Hello. I am fairly new to this. I’ve had “SI” thoughts and feelings for 10 years. I’ve made many promises to myself and to others. But I often question whether or not, I’m stopping for myself or for others. In the end, it seems to weigh more towards others than for myself. So I’m just going to write what’s on my mind.
To be honest, I have no idea why I’m here. By “here,” I mean this place. I read a few posts before I made my account. I recently started seeing a therapist and often times, I feel like she’s telling me things I’ve already figured out on my own in the last few years.

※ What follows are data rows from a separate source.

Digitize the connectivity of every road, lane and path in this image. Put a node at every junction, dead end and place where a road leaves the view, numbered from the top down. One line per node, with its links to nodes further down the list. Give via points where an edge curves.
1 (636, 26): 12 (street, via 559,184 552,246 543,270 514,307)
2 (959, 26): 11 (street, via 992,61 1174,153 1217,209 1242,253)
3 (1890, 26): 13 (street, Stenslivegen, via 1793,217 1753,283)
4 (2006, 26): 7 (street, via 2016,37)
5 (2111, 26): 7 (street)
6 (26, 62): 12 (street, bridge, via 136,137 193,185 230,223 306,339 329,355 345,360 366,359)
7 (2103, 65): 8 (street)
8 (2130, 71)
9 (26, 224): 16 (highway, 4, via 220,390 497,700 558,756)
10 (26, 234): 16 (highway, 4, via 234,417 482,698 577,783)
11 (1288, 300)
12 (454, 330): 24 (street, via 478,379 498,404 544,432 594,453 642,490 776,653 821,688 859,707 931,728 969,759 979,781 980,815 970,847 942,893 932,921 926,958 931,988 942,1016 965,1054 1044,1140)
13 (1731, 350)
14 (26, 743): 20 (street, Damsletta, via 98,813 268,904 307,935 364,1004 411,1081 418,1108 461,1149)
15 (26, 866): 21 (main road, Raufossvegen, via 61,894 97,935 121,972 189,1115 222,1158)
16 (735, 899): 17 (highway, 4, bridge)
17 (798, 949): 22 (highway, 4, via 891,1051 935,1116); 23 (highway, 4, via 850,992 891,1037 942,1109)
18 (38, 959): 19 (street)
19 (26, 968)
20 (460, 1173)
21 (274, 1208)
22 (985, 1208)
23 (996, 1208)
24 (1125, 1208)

I’ve always had trust issues with people. I have a hard time believing people’s comments about me. I rather hid. Recently, I have lost interest with my closest friends. I feel like they judge me and I feel like they rather be with their partners than be with me. I can never figure out why others have such a strong affect on me. They shouldn’t, but they seem to. At times, I can brush it off, and other times, it hits me like a mack truck.
I’m sorry. I’m not sure what I’m doing here. Honestly, I’ve realized that hurting oneself is not really worth it for any issue that one may encounter, but my thoughts collide together. “Do it” vs “It’s not worth it.” Usually, I am able to fight it off. I’m not so sure what I’m trying to say. It’s never about attention. Yet, I always feel the need to express myself to people I hardly know. Sigh.
I know I have a choice. I just believe I choose the wrong choice by habit. I’m not sure if I choose it because I know it’s wrong or I choose it because it holds more meaning to me. Regardless, I am always up against two choices – one good and one bad.
I’m sorry. I don’t know what I’m thinking tonight. Thanks for reading.